Lorsqu'il n'est pas pris en charge par le dispositif national d'accueil pour les demandeurs d'asile, tout étranger en situation irrégulière, qu'il soit débouté du droit d'asile ou sans autre droit au séjour, peut bénéficier du dispositif général de veille sociale prévu par l'article L. 345-2 du Code de l'action sociale et des familles. Celui-ci peut conduire à son admission dans un centre d'hébergement d'urgence ou un centre d'hébergement et de réinsertion sociale.
En effet, en ce qui concerne les centres d'hébergement et de réinsertion sociale (CHRS), les centres d'hébergement d'urgence et les lieux d'accueil assimilés, la situation de la régularité administrative ou d'irrégularité n'est pas un critère à prendre en compte en vertu de l'application du principe d'accueil inconditionnel.
Cependant, rappelons que le séjour irrégulier des étrangers est sanctionné par le Code de l'entrée et du séjour des étrangers et du droit d'asile (CESEDA, art. L. 621-1).
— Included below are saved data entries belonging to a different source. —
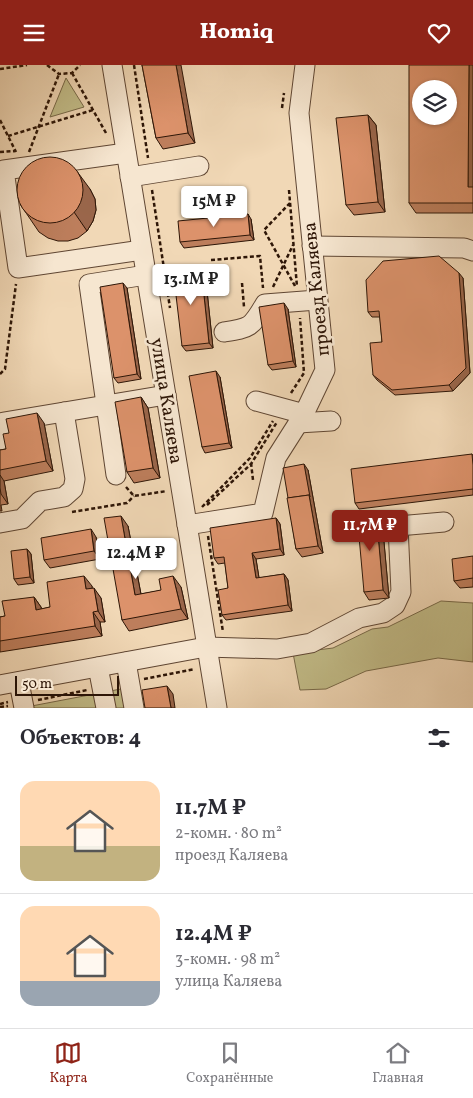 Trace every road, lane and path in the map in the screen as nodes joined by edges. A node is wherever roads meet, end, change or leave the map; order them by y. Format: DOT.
graph roads {
  1 [pos="27,65"];
  2 [pos="47,65"];
  3 [pos="80,65"];
  4 [pos="112,65"];
  5 [pos="134,65"];
  6 [pos="305,65"];
  7 [pos="0,69"];
  8 [pos="72,73"];
  9 [pos="59,74"];
  10 [pos="288,98"];
  11 [pos="286,106"];
  12 [pos="93,110"];
  13 [pos="0,120"];
  14 [pos="38,127"];
  15 [pos="8,136"];
  16 [pos="0,152"];
  17 [pos="122,153"];
  18 [pos="19,159"];
  19 [pos="199,166"];
  20 [pos="150,174"];
  21 [pos="130,177"];
  22 [pos="290,203"];
  23 [pos="303,245"];
  24 [pos="142,251"];
  25 [pos="473,251"];
  26 [pos="86,258"];
  27 [pos="211,260"];
  28 [pos="284,265"];
  29 [pos="18,268"];
  30 [pos="146,275"];
  31 [pos="89,284"];
  32 [pos="298,295"];
  33 [pos="317,300"];
  34 [pos="265,305"];
  35 [pos="170,312"];
  36 [pos="224,332"];
  37 [pos="308,372"];
  38 [pos="0,373"];
  39 [pos="166,395"];
  40 [pos="256,401"];
  41 [pos="106,405"];
  42 [pos="283,408"];
  43 [pos="64,412"];
  44 [pos="301,418"];
  45 [pos="331,421"];
  46 [pos="0,446"];
  47 [pos="116,475"];
  48 [pos="180,489"];
  49 [pos="134,496"];
  50 [pos="198,500"];
  51 [pos="70,512"];
  52 [pos="444,522"];
  53 [pos="0,523"];
  54 [pos="206,523"];
  55 [pos="187,525"];
  56 [pos="206,647"];
  57 [pos="226,647"];
  58 [pos="126,662"];
  59 [pos="210,666"];
  60 [pos="98,667"];
  61 [pos="18,682"];
  62 [pos="129,682"];
  63 [pos="0,685"];
  64 [pos="102,687"];
  65 [pos="23,706"];
  66 [pos="0,707"];
  67 [pos="106,708"];
  68 [pos="134,708"];
  69 [pos="217,708"];
  1 -- 7 [label="path"];
  2 -- 9 [label="path"];
  3 -- 8 [label="path"];
  4 -- 17 [label="street, улица Каляева"];
  5 -- 20 [label="path"];
  6 -- 23 [label="street, проезд Каляева"];
  8 -- 9 [label="path"];
  8 -- 12 [label="path"];
  9 -- 14 [label="path"];
  10 -- 11 [label="path"];
  12 -- 14 [label="path"];
  12 -- 17 [label="path"];
  13 -- 15 [label="path"];
  14 -- 15 [label="path"];
  14 -- 18 [label="path"];
  15 -- 18 [label="path"];
  16 -- 18 [label="path"];
  17 -- 18 [label="street"];
  17 -- 21 [label="street, улица Каляева"];
  18 -- 29 [label="street"];
  19 -- 20 [label="street"];
  20 -- 21 [label="street"];
  20 -- 35 [label="path"];
  21 -- 24 [label="street, улица Каляева"];
  22 -- 28 [label="path"];
  23 -- 25 [label="street"];
  23 -- 28 [label="path"];
  23 -- 33 [label="street, проезд Каляева"];
  24 -- 26 [label="street"];
  24 -- 30 [label="street, улица Каляева"];
  26 -- 29 [label="street"];
  26 -- 31 [label="street"];
  27 -- 34 [label="path"];
  28 -- 32 [label="path"];
  28 -- 34 [label="path"];
  29 -- 38 [label="path"];
  30 -- 31 [label="street"];
  30 -- 39 [label="street, улица Каляева"];
  31 -- 41 [label="street"];
  32 -- 33 [label="street"];
  32 -- 34 [label="street"];
  32 -- 42 [label="path"];
  33 -- 44 [label="street, проезд Каляева"];
  34 -- 36 [label="street"];
  37 -- 42 [label="path"];
  39 -- 41 [label="street"];
  39 -- 48 [label="street, улица Каляева"];
  40 -- 42 [label="street"];
  41 -- 43 [label="street"];
  41 -- 47 [label="street"];
  42 -- 44 [label="street"];
  42 -- 50 [label="path"];
  42 -- 54 [label="path"];
  43 -- 46 [label="street"];
  43 -- 53 [label="street"];
  44 -- 45 [label="street"];
  44 -- 54 [label="street, проезд Каляева"];
  47 -- 49 [label="path"];
  48 -- 49 [label="path"];
  48 -- 55 [label="street, улица Каляева"];
  49 -- 51 [label="path"];
  52 -- 57 [label="street"];
  54 -- 55 [label="street, проезд Каляева"];
  54 -- 57 [label="path"];
  55 -- 56 [label="street, улица Каляева"];
  56 -- 57 [label="street"];
  56 -- 58 [label="street"];
  56 -- 59 [label="street, улица Каляева"];
  58 -- 60 [label="street"];
  58 -- 62 [label="street"];
  59 -- 62 [label="path"];
  59 -- 69 [label="street, улица Каляева"];
  60 -- 61 [label="street"];
  60 -- 64 [label="street"];
  61 -- 63 [label="street"];
  61 -- 65 [label="street"];
  62 -- 68 [label="street"];
  64 -- 65 [label="path"];
  64 -- 67 [label="street"];
  65 -- 66 [label="path"];
}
La personne en situation irrégulière sur le territoire français qui fait l'objet d'une mesure d'éloignement n'a pas vocation à rester sur le territoire français. Il revient aux autorités administratives et judiciaires de sanctionner le séjour irrégulier d'un étranger. Toutefois, elle bénéficie en tout état de cause d'un droit à l'hébergement en CHRS et peut recourir à tout moment au dispositif de veille sociale et accéder à un centre d'hébergement d'urgence.